Exact transcription of the data below is required, without the images.
[Opening Available data section]
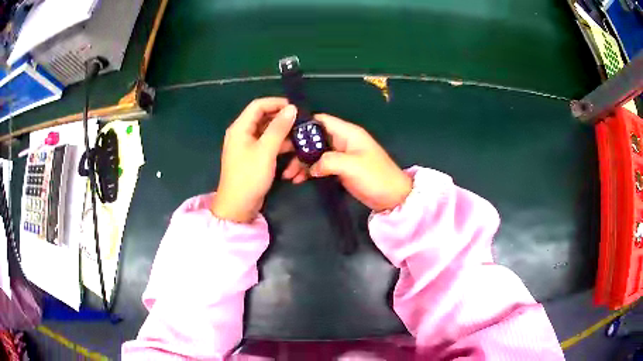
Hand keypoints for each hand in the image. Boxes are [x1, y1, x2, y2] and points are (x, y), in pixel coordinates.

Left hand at [212, 98, 296, 222]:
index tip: (296, 107)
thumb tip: (292, 108)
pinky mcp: (253, 157)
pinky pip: (267, 144)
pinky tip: (294, 148)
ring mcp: (247, 145)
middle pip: (263, 117)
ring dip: (282, 131)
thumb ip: (279, 128)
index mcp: (240, 127)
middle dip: (282, 118)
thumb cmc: (249, 176)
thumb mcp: (266, 150)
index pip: (258, 105)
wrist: (238, 206)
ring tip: (301, 134)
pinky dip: (279, 143)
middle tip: (301, 121)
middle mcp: (242, 133)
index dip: (276, 103)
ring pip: (267, 131)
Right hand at [282, 114, 411, 211]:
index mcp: (347, 133)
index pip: (321, 120)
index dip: (303, 124)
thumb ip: (328, 161)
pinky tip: (299, 179)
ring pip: (315, 153)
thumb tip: (312, 167)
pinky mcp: (340, 169)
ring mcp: (341, 155)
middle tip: (280, 157)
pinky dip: (309, 171)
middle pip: (314, 137)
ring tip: (288, 175)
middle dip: (298, 147)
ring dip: (301, 162)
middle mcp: (342, 141)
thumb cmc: (375, 177)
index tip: (283, 133)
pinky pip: (320, 165)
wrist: (392, 197)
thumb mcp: (351, 166)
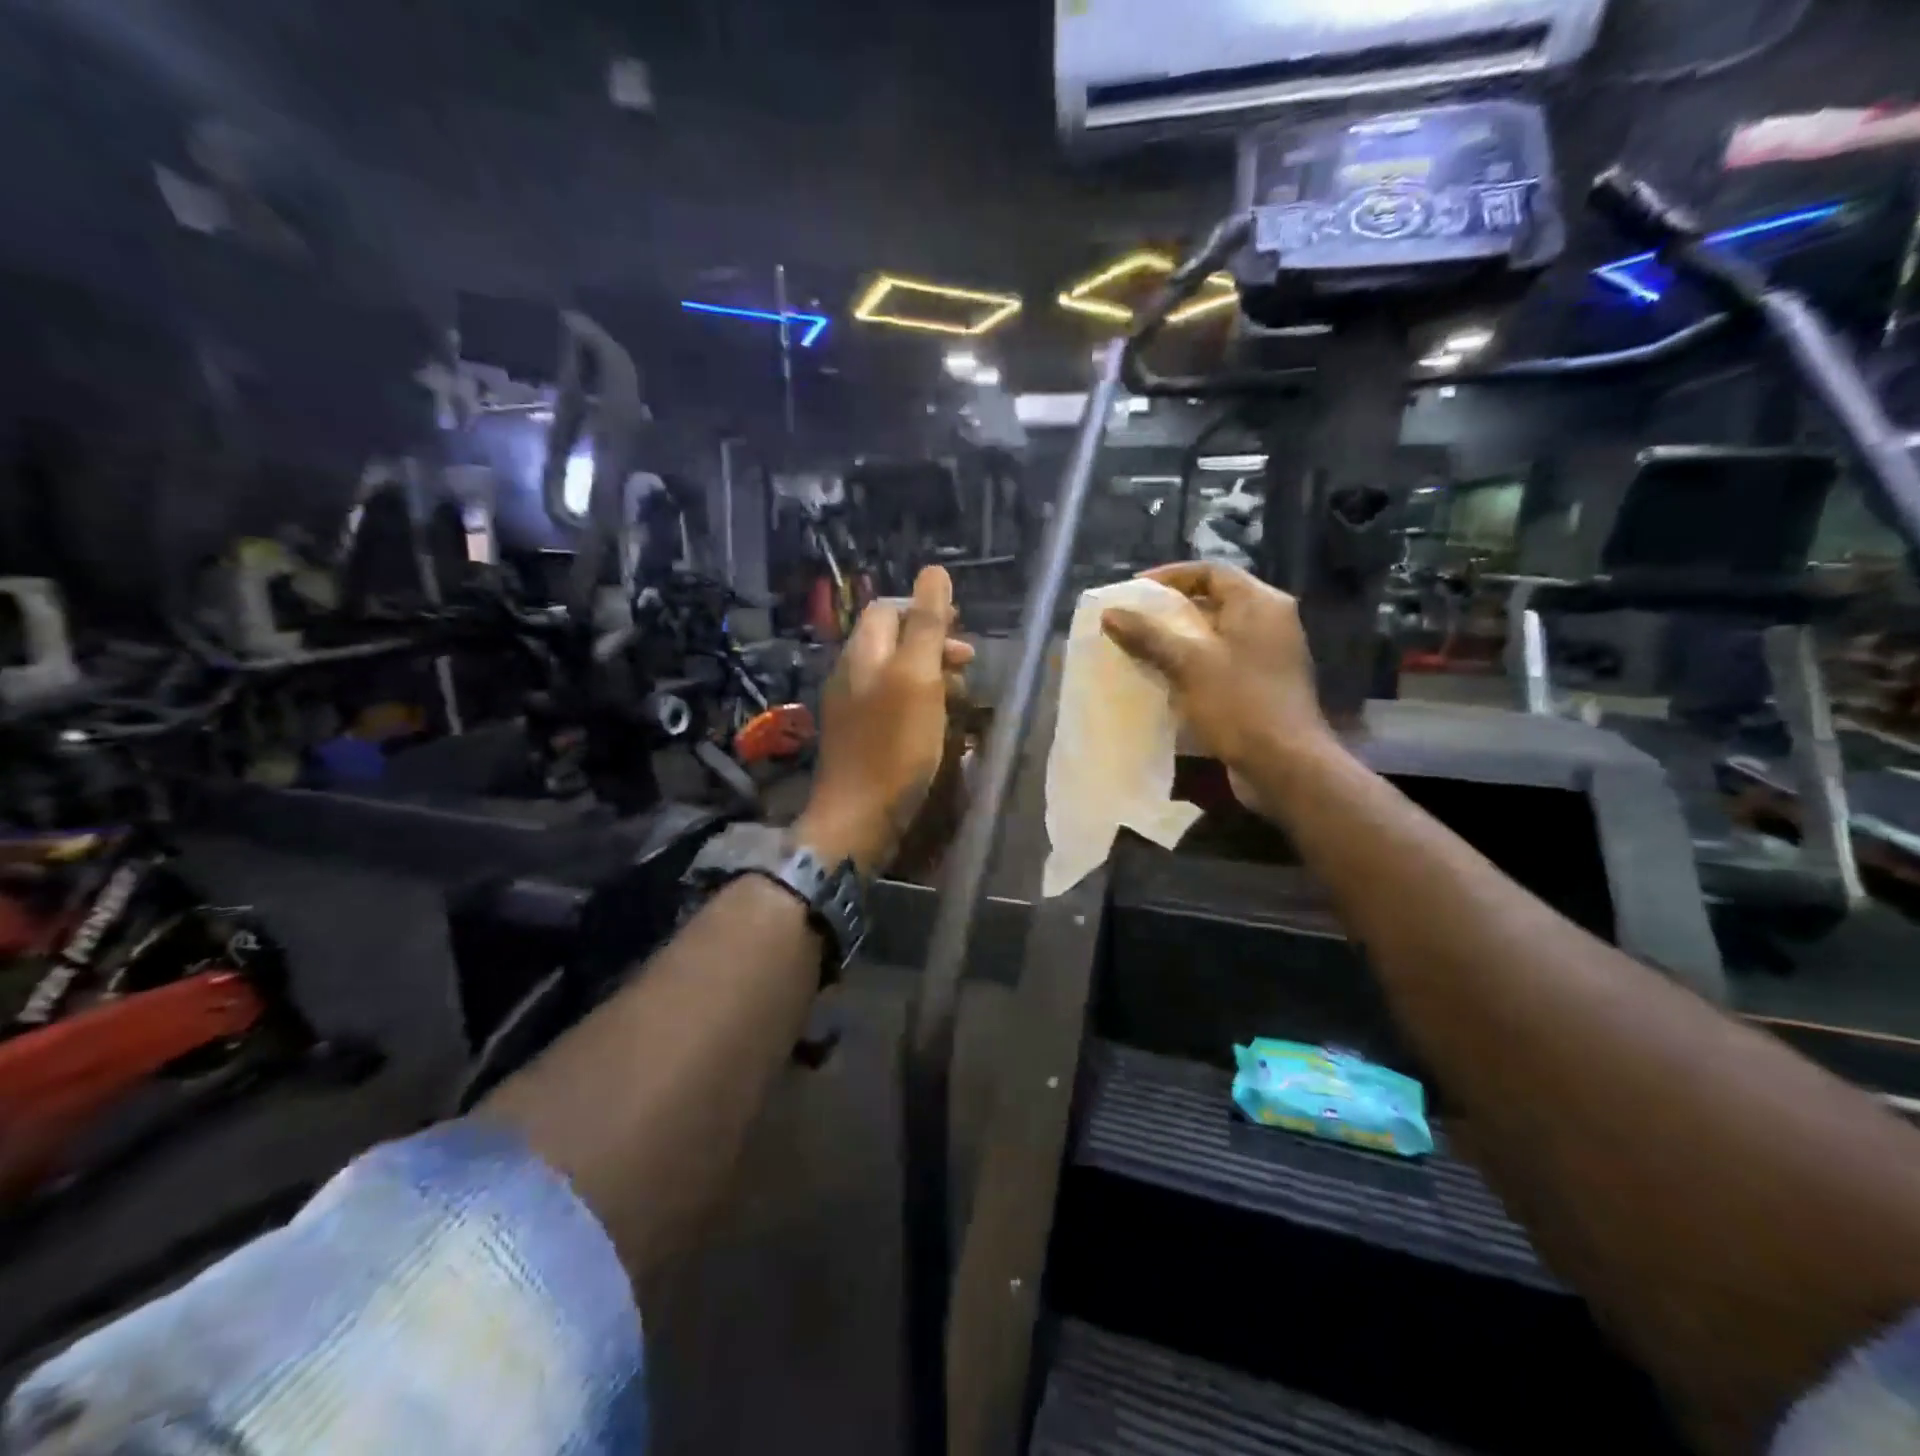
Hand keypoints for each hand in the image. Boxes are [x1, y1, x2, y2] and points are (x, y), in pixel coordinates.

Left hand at [796, 566, 974, 874]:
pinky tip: (940, 723)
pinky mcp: (862, 736)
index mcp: (862, 652)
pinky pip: (893, 704)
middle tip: (968, 661)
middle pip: (893, 640)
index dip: (924, 609)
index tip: (959, 625)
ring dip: (932, 675)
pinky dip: (921, 703)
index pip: (888, 609)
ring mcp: (853, 707)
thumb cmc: (893, 745)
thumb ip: (926, 625)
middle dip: (933, 643)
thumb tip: (934, 571)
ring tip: (962, 694)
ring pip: (896, 674)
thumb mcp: (917, 677)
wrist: (858, 817)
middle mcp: (852, 673)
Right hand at [1100, 561, 1331, 774]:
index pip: (1211, 571)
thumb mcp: (1187, 664)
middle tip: (1132, 619)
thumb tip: (1110, 613)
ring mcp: (1269, 654)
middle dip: (1170, 610)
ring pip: (1215, 634)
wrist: (1284, 765)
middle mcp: (1270, 621)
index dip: (1170, 576)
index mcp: (1259, 603)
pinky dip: (1193, 663)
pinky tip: (1164, 678)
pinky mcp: (1263, 684)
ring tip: (1140, 647)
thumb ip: (1148, 635)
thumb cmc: (1238, 703)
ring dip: (1178, 639)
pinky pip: (1221, 661)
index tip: (1134, 590)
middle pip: (1213, 601)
[Closing Available data section]
## Answer section
Hand keypoints for each hand in the image. Boxes are [x1, y1, x2, y2] and points are (x, y), in pixel coordinates.

Left hand at [212, 98, 296, 222]:
index tip: (296, 107)
thumb tip: (292, 108)
pinky mcp: (253, 157)
pinky pip: (267, 144)
pinky tip: (294, 148)
ring mcp: (247, 145)
middle pip: (263, 117)
ring dip: (282, 131)
thumb ip: (279, 128)
index mcp: (240, 127)
middle dip: (282, 118)
thumb cmc: (249, 176)
thumb mcp: (266, 150)
index pip: (258, 105)
wrist: (238, 206)
ring tip: (301, 134)
pinky dip: (279, 143)
middle tip: (301, 121)
middle mcp: (242, 133)
index dip: (276, 103)
ring pip: (267, 131)
Right hand at [282, 114, 411, 211]:
index mcp: (347, 133)
index pip: (321, 120)
index dip: (303, 124)
thumb ip: (328, 161)
pinky tip: (299, 179)
ring pip: (315, 153)
thumb tip: (312, 167)
pinky mcp: (340, 169)
ring mcp: (341, 155)
middle tip: (280, 157)
pinky dip: (309, 171)
middle pip: (314, 137)
ring tip: (288, 175)
middle dip: (298, 147)
ring dip: (301, 162)
middle mcp: (342, 141)
thumb cmc: (375, 177)
index tip: (283, 133)
pinky pip: (320, 165)
wrist: (392, 197)
thumb mcp: (351, 166)
Hand keypoints for each hand in the image. Boxes are [x1, y1, x2, y2] and points are (x, y), in pixel coordinates.

Left hand at [796, 566, 974, 874]:
pinky tip: (940, 723)
pinky mcp: (862, 736)
index mcp: (862, 652)
pinky pip: (893, 704)
middle tip: (968, 661)
middle pip: (893, 640)
index dip: (924, 609)
index tip: (959, 625)
ring dip: (932, 675)
pinky dip: (921, 703)
index pip: (888, 609)
ring mcp: (853, 707)
thumb cmc: (893, 745)
thumb ip: (926, 625)
middle dip: (933, 643)
thumb tip: (934, 571)
ring tip: (962, 694)
ring pip: (896, 674)
thumb mcp: (917, 677)
wrist: (858, 817)
middle mcp: (852, 673)
Right hand at [1100, 561, 1331, 774]:
index pip: (1211, 571)
thumb mcp: (1187, 664)
middle tip: (1132, 619)
thumb tip: (1110, 613)
ring mcp: (1269, 654)
middle dip: (1170, 610)
ring pip: (1215, 634)
wrist: (1284, 765)
middle mcp: (1270, 621)
index dip: (1170, 576)
index mcp: (1259, 603)
pinky dip: (1193, 663)
pinky tip: (1164, 678)
pinky mcp: (1263, 684)
ring tip: (1140, 647)
thumb ip: (1148, 635)
thumb cmc: (1238, 703)
ring dip: (1178, 639)
pinky pip: (1221, 661)
index tip: (1134, 590)
middle pip: (1213, 601)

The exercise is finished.